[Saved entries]
○ ○ ○ ○ ○
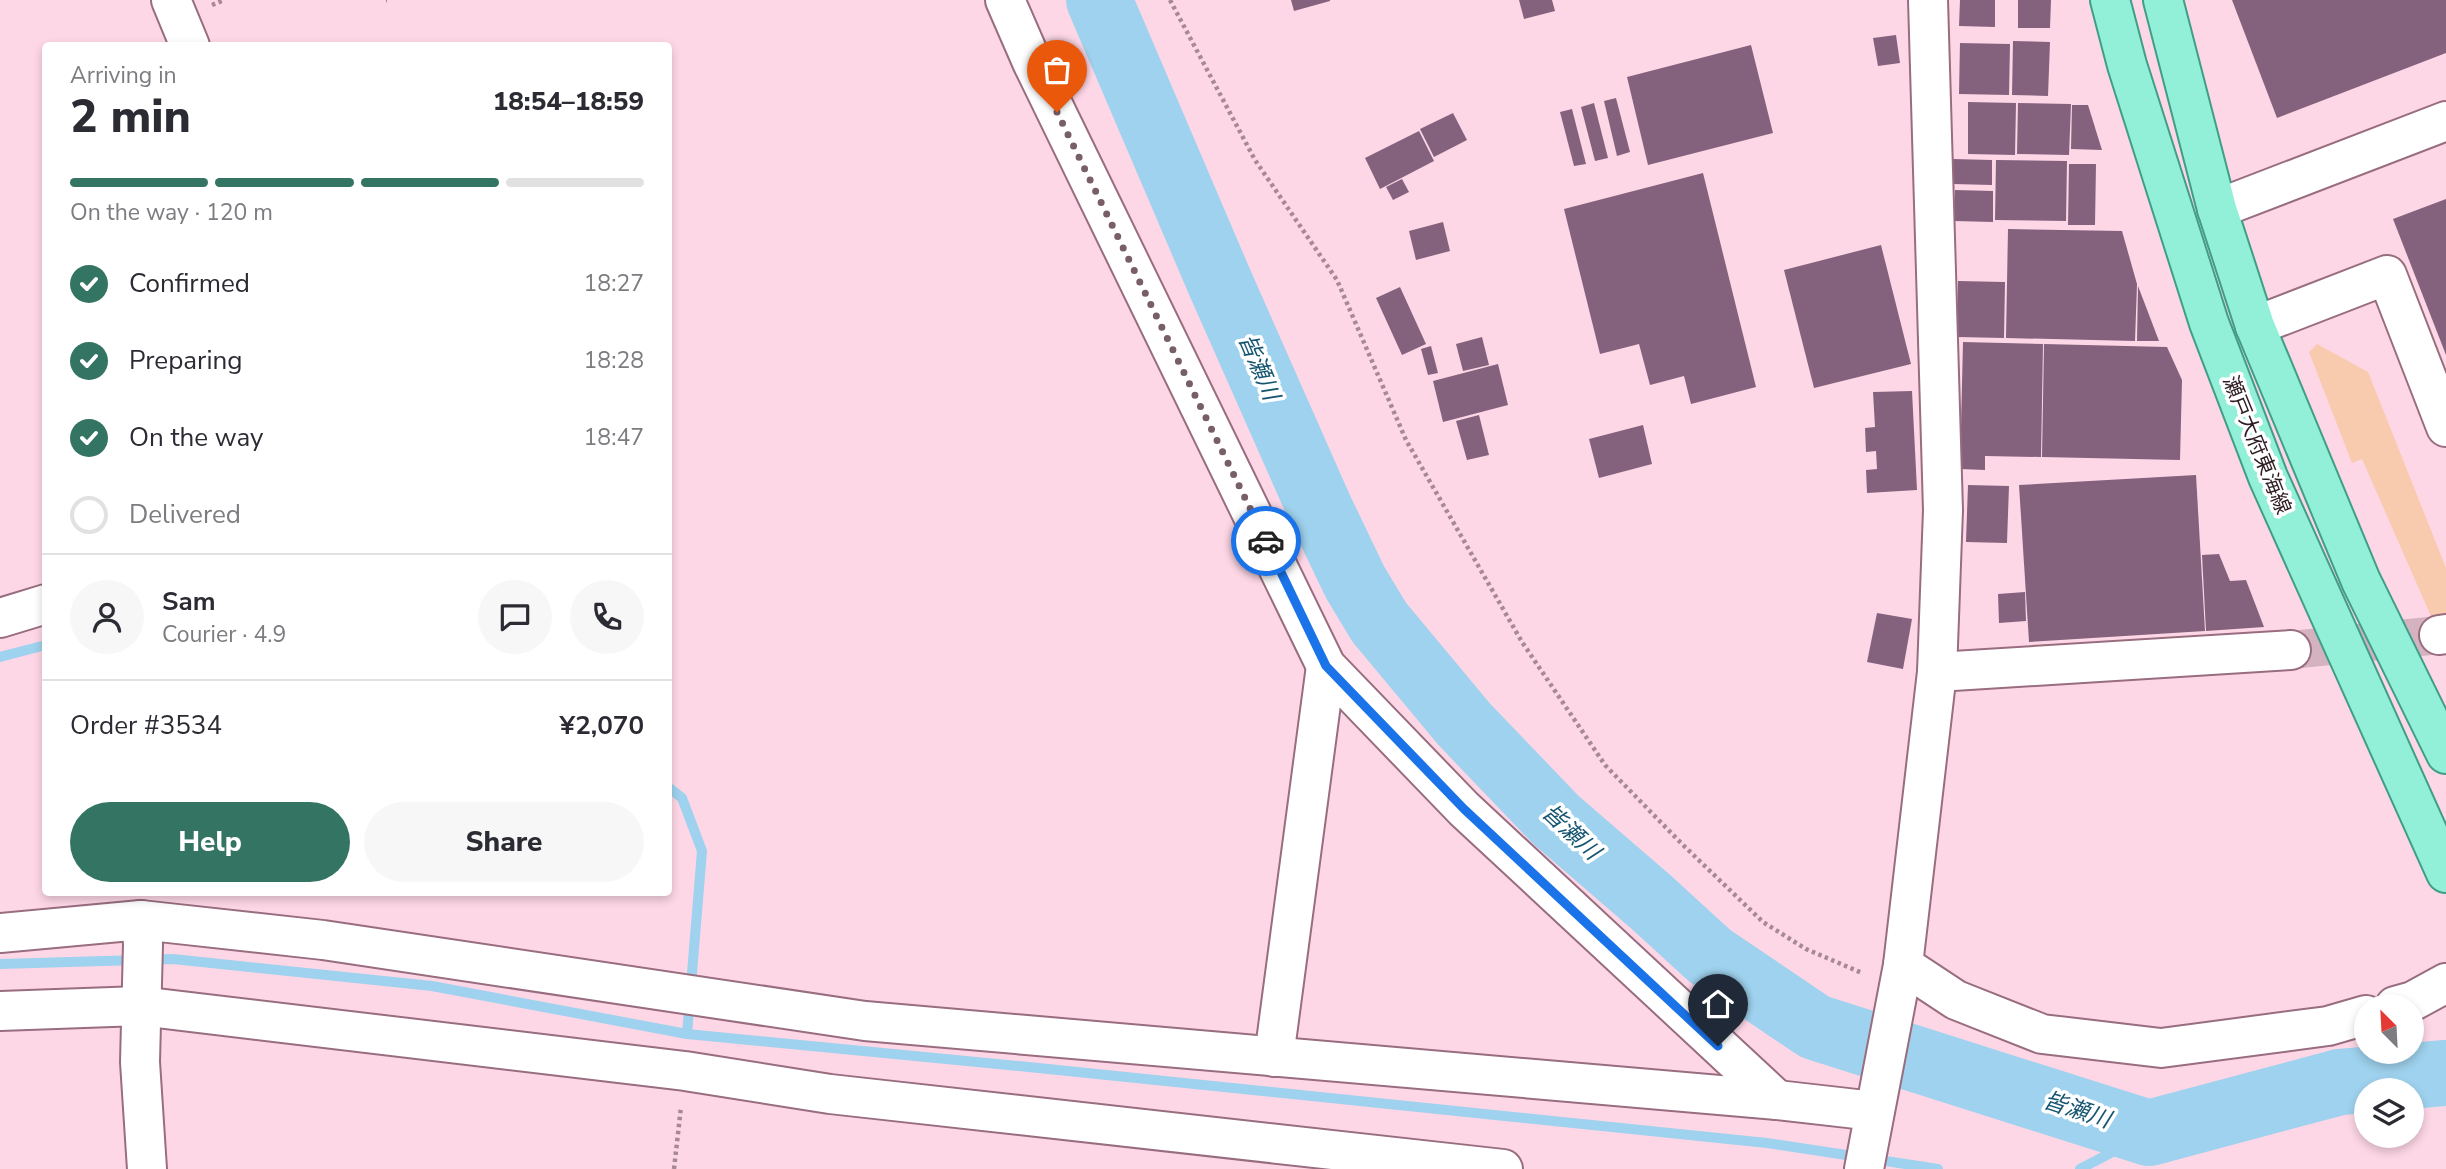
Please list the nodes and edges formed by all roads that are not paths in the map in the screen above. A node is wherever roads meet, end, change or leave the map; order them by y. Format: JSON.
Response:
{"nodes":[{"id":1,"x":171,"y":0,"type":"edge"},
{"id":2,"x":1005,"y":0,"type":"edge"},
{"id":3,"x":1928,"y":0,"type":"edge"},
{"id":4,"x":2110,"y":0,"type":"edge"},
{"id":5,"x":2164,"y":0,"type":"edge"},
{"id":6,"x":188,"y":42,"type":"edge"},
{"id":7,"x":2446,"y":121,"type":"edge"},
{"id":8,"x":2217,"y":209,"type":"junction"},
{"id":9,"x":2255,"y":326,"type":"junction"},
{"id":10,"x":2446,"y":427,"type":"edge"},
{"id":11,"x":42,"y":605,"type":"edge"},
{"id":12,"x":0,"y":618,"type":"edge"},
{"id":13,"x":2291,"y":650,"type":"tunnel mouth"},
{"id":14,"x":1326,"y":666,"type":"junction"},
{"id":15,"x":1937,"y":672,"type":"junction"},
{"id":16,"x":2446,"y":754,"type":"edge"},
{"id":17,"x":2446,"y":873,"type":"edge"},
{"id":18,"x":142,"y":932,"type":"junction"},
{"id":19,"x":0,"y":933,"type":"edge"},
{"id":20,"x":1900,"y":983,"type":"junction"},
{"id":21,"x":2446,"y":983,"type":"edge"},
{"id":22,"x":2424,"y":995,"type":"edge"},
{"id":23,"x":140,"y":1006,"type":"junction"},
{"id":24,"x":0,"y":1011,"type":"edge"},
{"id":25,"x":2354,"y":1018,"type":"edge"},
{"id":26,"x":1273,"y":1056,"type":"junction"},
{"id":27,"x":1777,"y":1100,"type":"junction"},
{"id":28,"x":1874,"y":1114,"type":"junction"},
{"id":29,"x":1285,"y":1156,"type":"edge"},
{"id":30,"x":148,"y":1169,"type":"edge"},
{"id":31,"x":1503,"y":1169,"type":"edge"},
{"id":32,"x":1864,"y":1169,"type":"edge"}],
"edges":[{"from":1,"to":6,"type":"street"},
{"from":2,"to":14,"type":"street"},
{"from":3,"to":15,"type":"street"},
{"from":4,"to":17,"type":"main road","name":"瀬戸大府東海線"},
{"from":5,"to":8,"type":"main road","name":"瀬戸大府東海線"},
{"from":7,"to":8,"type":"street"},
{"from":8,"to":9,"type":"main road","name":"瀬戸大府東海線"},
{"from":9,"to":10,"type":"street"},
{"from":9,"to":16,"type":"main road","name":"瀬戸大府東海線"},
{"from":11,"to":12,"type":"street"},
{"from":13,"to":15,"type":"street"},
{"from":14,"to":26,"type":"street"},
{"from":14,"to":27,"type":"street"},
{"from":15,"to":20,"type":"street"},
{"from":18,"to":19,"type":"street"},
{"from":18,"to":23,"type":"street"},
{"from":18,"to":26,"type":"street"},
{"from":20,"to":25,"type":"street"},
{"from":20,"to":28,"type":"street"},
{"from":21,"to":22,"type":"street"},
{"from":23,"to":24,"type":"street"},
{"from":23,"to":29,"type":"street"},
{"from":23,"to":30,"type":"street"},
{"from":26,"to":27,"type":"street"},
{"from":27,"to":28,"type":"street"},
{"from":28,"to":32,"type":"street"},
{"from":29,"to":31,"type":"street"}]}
○ ○ ○ ○ ○
Each entry above should be written out again exactly, without its pictures.

■ **ANSWER BOX**
Please list the nodes and edges formed by all roads that are not paths in the map in the screen above. A node is wherever roads meet, end, change or leave the map; order them by y. Format: JSON.
Response:
{"nodes":[{"id":1,"x":171,"y":0,"type":"edge"},
{"id":2,"x":1005,"y":0,"type":"edge"},
{"id":3,"x":1928,"y":0,"type":"edge"},
{"id":4,"x":2110,"y":0,"type":"edge"},
{"id":5,"x":2164,"y":0,"type":"edge"},
{"id":6,"x":188,"y":42,"type":"edge"},
{"id":7,"x":2446,"y":121,"type":"edge"},
{"id":8,"x":2217,"y":209,"type":"junction"},
{"id":9,"x":2255,"y":326,"type":"junction"},
{"id":10,"x":2446,"y":427,"type":"edge"},
{"id":11,"x":42,"y":605,"type":"edge"},
{"id":12,"x":0,"y":618,"type":"edge"},
{"id":13,"x":2291,"y":650,"type":"tunnel mouth"},
{"id":14,"x":1326,"y":666,"type":"junction"},
{"id":15,"x":1937,"y":672,"type":"junction"},
{"id":16,"x":2446,"y":754,"type":"edge"},
{"id":17,"x":2446,"y":873,"type":"edge"},
{"id":18,"x":142,"y":932,"type":"junction"},
{"id":19,"x":0,"y":933,"type":"edge"},
{"id":20,"x":1900,"y":983,"type":"junction"},
{"id":21,"x":2446,"y":983,"type":"edge"},
{"id":22,"x":2424,"y":995,"type":"edge"},
{"id":23,"x":140,"y":1006,"type":"junction"},
{"id":24,"x":0,"y":1011,"type":"edge"},
{"id":25,"x":2354,"y":1018,"type":"edge"},
{"id":26,"x":1273,"y":1056,"type":"junction"},
{"id":27,"x":1777,"y":1100,"type":"junction"},
{"id":28,"x":1874,"y":1114,"type":"junction"},
{"id":29,"x":1285,"y":1156,"type":"edge"},
{"id":30,"x":148,"y":1169,"type":"edge"},
{"id":31,"x":1503,"y":1169,"type":"edge"},
{"id":32,"x":1864,"y":1169,"type":"edge"}],
"edges":[{"from":1,"to":6,"type":"street"},
{"from":2,"to":14,"type":"street"},
{"from":3,"to":15,"type":"street"},
{"from":4,"to":17,"type":"main road","name":"瀬戸大府東海線"},
{"from":5,"to":8,"type":"main road","name":"瀬戸大府東海線"},
{"from":7,"to":8,"type":"street"},
{"from":8,"to":9,"type":"main road","name":"瀬戸大府東海線"},
{"from":9,"to":10,"type":"street"},
{"from":9,"to":16,"type":"main road","name":"瀬戸大府東海線"},
{"from":11,"to":12,"type":"street"},
{"from":13,"to":15,"type":"street"},
{"from":14,"to":26,"type":"street"},
{"from":14,"to":27,"type":"street"},
{"from":15,"to":20,"type":"street"},
{"from":18,"to":19,"type":"street"},
{"from":18,"to":23,"type":"street"},
{"from":18,"to":26,"type":"street"},
{"from":20,"to":25,"type":"street"},
{"from":20,"to":28,"type":"street"},
{"from":21,"to":22,"type":"street"},
{"from":23,"to":24,"type":"street"},
{"from":23,"to":29,"type":"street"},
{"from":23,"to":30,"type":"street"},
{"from":26,"to":27,"type":"street"},
{"from":27,"to":28,"type":"street"},
{"from":28,"to":32,"type":"street"},
{"from":29,"to":31,"type":"street"}]}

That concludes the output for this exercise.